UNITED NATIONS — There’s troubling news from across the Bosphorus, the narrow slip of water separating Europe from Asia-minor.

In a decisive but dividing referendum, Turkish President Recep Tayyip Erdogan narrowly gained the political blessing he sought by winning 51 percent of the nationwide vote. Erdogan’s divisive victory (51/49 percent), allows the increasingly authoritarian Turkish ruler to gain sweeping powers to change the constitution, giving him near unrivaled power until 2029.

Turkey's Erdogan drew on Islamist support from Turkish voters living in rural areas and in Europe.

The main opposition party, the Republican People’s Party (CHP), has called on the electoral commission to annul the outcome citing “manipulating the referendum results.” Still the newly-minted Sultan Erdogan failed to gain the minimum 55 percent vote he wished for to bless the constitutional changes.

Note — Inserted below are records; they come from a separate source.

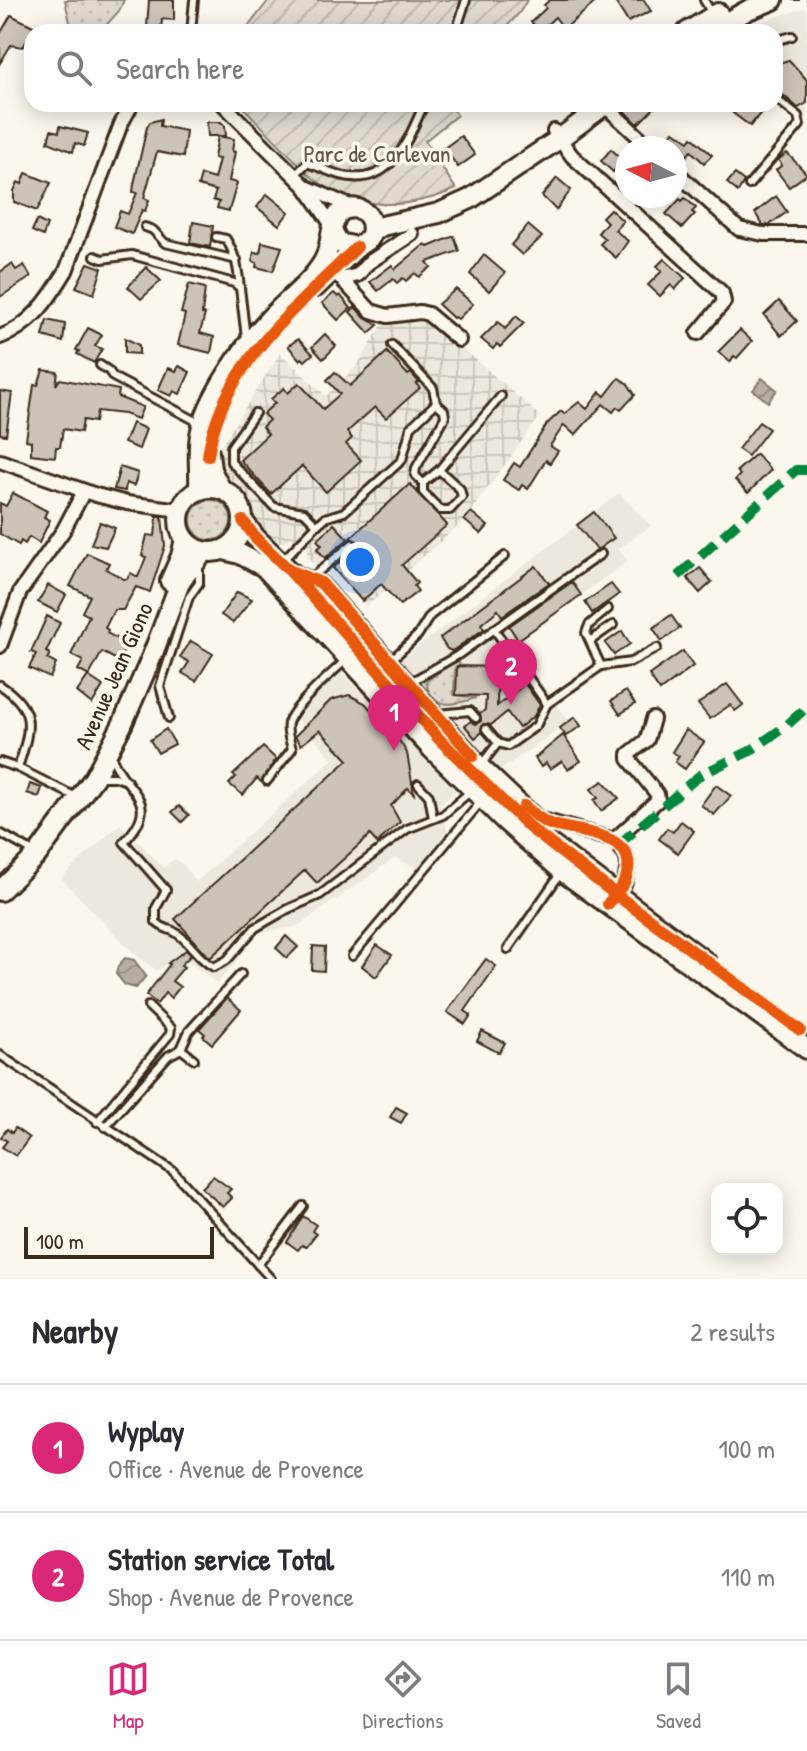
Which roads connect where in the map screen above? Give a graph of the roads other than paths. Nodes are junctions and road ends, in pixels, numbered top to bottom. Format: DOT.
graph roads {
  1 [pos="194,0"];
  2 [pos="466,0"];
  3 [pos="745,0"];
  4 [pos="772,0"];
  5 [pos="708,16"];
  6 [pos="192,24"];
  7 [pos="458,24"];
  8 [pos="792,36"];
  9 [pos="783,39"];
  10 [pos="783,104"];
  11 [pos="128,112"];
  12 [pos="231,112"];
  13 [pos="421,112"];
  14 [pos="589,112"];
  15 [pos="609,112"];
  16 [pos="557,135"];
  17 [pos="637,136"];
  18 [pos="294,176"];
  19 [pos="687,182"];
  20 [pos="749,185"];
  21 [pos="306,187"];
  22 [pos="359,210"];
  23 [pos="145,227"];
  24 [pos="333,230"];
  25 [pos="372,233"];
  26 [pos="412,234"];
  27 [pos="807,234"];
  28 [pos="216,237"];
  29 [pos="357,247"];
  30 [pos="95,256"];
  31 [pos="237,260"];
  32 [pos="337,275"];
  33 [pos="240,288"];
  34 [pos="698,333"];
  35 [pos="0,337"];
  36 [pos="459,340"];
  37 [pos="247,345"];
  38 [pos="392,345"];
  39 [pos="100,365"];
  40 [pos="501,396"];
  41 [pos="436,403"];
  42 [pos="255,413"];
  43 [pos="203,425"];
  44 [pos="0,461"];
  45 [pos="439,470"];
  46 [pos="423,483"];
  47 [pos="221,489"];
  48 [pos="199,490"];
  49 [pos="84,491"];
  50 [pos="180,510"];
  51 [pos="243,521"];
  52 [pos="317,525"];
  53 [pos="185,539"];
  54 [pos="352,544"];
  55 [pos="224,550"];
  56 [pos="601,554"];
  57 [pos="201,556"];
  58 [pos="505,556"];
  59 [pos="285,567"];
  60 [pos="311,578"];
  61 [pos="608,609"];
  62 [pos="613,625"];
  63 [pos="494,629"];
  64 [pos="590,641"];
  65 [pos="0,646"];
  66 [pos="657,648"];
  67 [pos="354,653"];
  68 [pos="389,662"];
  69 [pos="601,666"];
  70 [pos="409,683"];
  71 [pos="0,685"];
  72 [pos="547,704"];
  73 [pos="437,714"];
  74 [pos="169,718"];
  75 [pos="476,718"];
  76 [pos="653,719"];
  77 [pos="486,729"];
  78 [pos="498,743"];
  79 [pos="109,752"];
  80 [pos="0,762"];
  81 [pos="18,768"];
  82 [pos="94,778"];
  83 [pos="127,781"];
  84 [pos="267,781"];
  85 [pos="418,784"];
  86 [pos="480,784"];
  87 [pos="74,796"];
  88 [pos="433,818"];
  89 [pos="0,833"];
  90 [pos="614,840"];
  91 [pos="33,851"];
  92 [pos="562,871"];
  93 [pos="0,876"];
  94 [pos="0,891"];
  95 [pos="611,900"];
  96 [pos="508,949"];
  97 [pos="352,956"];
  98 [pos="241,974"];
  99 [pos="148,1006"];
  100 [pos="807,1035"];
  101 [pos="181,1049"];
  102 [pos="807,1049"];
  103 [pos="0,1055"];
  104 [pos="194,1059"];
  105 [pos="97,1122"];
  106 [pos="105,1127"];
  107 [pos="303,1206"];
  108 [pos="258,1265"];
  109 [pos="271,1279"];
  1 -- 6 [label="lane"];
  2 -- 7 [label="lane"];
  3 -- 5 [label="main road"];
  4 -- 5 [label="main road"];
  8 -- 9 [label="lane"];
  10 -- 20 [label="lane"];
  11 -- 35 [label="street"];
  12 -- 18 [label="street"];
  13 -- 18 [label="lane"];
  14 -- 16 [label="main road"];
  15 -- 17 [label="street"];
  16 -- 22 [label="main road"];
  16 -- 25 [label="main road"];
  16 -- 34 [label="street"];
  18 -- 21 [label="street"];
  19 -- 27 [label="street"];
  21 -- 22 [label="street"];
  21 -- 24 [label="street"];
  22 -- 24 [label="main road"];
  22 -- 25 [label="main road"];
  23 -- 31 [label="lane"];
  24 -- 29 [label="main road"];
  24 -- 37 [label="main road"];
  25 -- 29 [label="main road"];
  26 -- 32 [label="street"];
  28 -- 31 [label="lane"];
  29 -- 32 [label="main road"];
  30 -- 33 [label="lane"];
  31 -- 33 [label="lane"];
  32 -- 36 [label="street"];
  32 -- 47 [label="main road"];
  33 -- 37 [label="lane"];
  37 -- 43 [label="main road"];
  38 -- 41 [label="lane"];
  39 -- 43 [label="lane"];
  40 -- 45 [label="lane"];
  41 -- 46 [label="lane"];
  41 -- 52 [label="lane"];
  42 -- 52 [label="lane"];
  43 -- 48 [label="main road"];
  44 -- 49 [label="street"];
  45 -- 46 [label="lane"];
  45 -- 46 [label="lane"];
  47 -- 48 [label="main road"];
  47 -- 51 [label="main road"];
  48 -- 50 [label="main road"];
  49 -- 50 [label="street"];
  49 -- 65 [label="street"];
  50 -- 53 [label="main road"];
  51 -- 55 [label="main road"];
  51 -- 59 [label="main road"];
  52 -- 59 [label="lane"];
  53 -- 57 [label="main road"];
  53 -- 87 [label="main road, Avenue Jean Giono"];
  54 -- 60 [label="lane"];
  55 -- 57 [label="main road"];
  55 -- 67 [label="main road"];
  56 -- 63 [label="lane"];
  57 -- 74 [label="lane"];
  57 -- 79 [label="main road, Avenue Jean Giono"];
  58 -- 68 [label="lane"];
  59 -- 60 [label="street"];
  59 -- 67 [label="main road"];
  60 -- 68 [label="street"];
  61 -- 64 [label="lane"];
  62 -- 64 [label="lane"];
  63 -- 70 [label="lane"];
  63 -- 72 [label="lane"];
  64 -- 69 [label="lane"];
  66 -- 69 [label="lane"];
  67 -- 84 [label="lane"];
  67 -- 86 [label="main road"];
  68 -- 70 [label="street"];
  69 -- 72 [label="lane"];
  70 -- 73 [label="street"];
  71 -- 81 [label="lane"];
  72 -- 78 [label="lane"];
  73 -- 75 [label="lane"];
  73 -- 86 [label="street"];
  76 -- 90 [label="street"];
  77 -- 78 [label="lane"];
  78 -- 86 [label="lane"];
  79 -- 82 [label="main road, Avenue Jean Giono"];
  79 -- 83 [label="lane"];
  80 -- 81 [label="lane"];
  81 -- 87 [label="lane"];
  82 -- 83 [label="lane"];
  82 -- 87 [label="main road, Avenue Jean Giono"];
  83 -- 88 [label="lane"];
  85 -- 88 [label="lane"];
  86 -- 88 [label="lane"];
  86 -- 90 [label="street"];
  86 -- 92 [label="main road"];
  86 -- 95 [label="main road"];
  86 -- 97 [label="lane"];
  87 -- 91 [label="main road, Avenue Jean Giono"];
  89 -- 91 [label="lane"];
  90 -- 95 [label="street"];
  91 -- 93 [label="main road, Avenue Jean Giono"];
  91 -- 94 [label="main road, Avenue Jean Giono"];
  92 -- 95 [label="main road"];
  92 -- 96 [label="lane"];
  95 -- 100 [label="main road"];
  95 -- 102 [label="main road"];
  98 -- 101 [label="lane"];
  99 -- 105 [label="lane"];
  101 -- 104 [label="lane"];
  101 -- 106 [label="lane"];
  103 -- 105 [label="lane"];
  105 -- 106 [label="lane"];
  106 -- 108 [label="lane"];
  107 -- 108 [label="lane"];
  108 -- 109 [label="lane"];
}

Turkey remains a key piece on the geopolitical board linking Europe to the Mid East and the Mediterranean to the Black Sea. But its strategic situation has been sadly compromised by its border with Syria whose civil war continues to spill over into Turkish territory both in terms of violent terrorism and humanitarian hosting of nearly three million refugees.

Contrary to many assumptions, Turkey’s economy in recent years was strong and growth- oriented. Turkish tourism was booming and deservedly so. The Syrian crisis changed the equation dramatically. Tourism has taken a dive downwards.

The once staunchly secular Turkish Republic of Kemal Ataturk was founded in 1923. The new 18 article constitutional changes focus on granting of executive powers to an elected President and the abolition of the Prime Minister. Equally Cabinet Ministers can be chosen from outside the Parliament.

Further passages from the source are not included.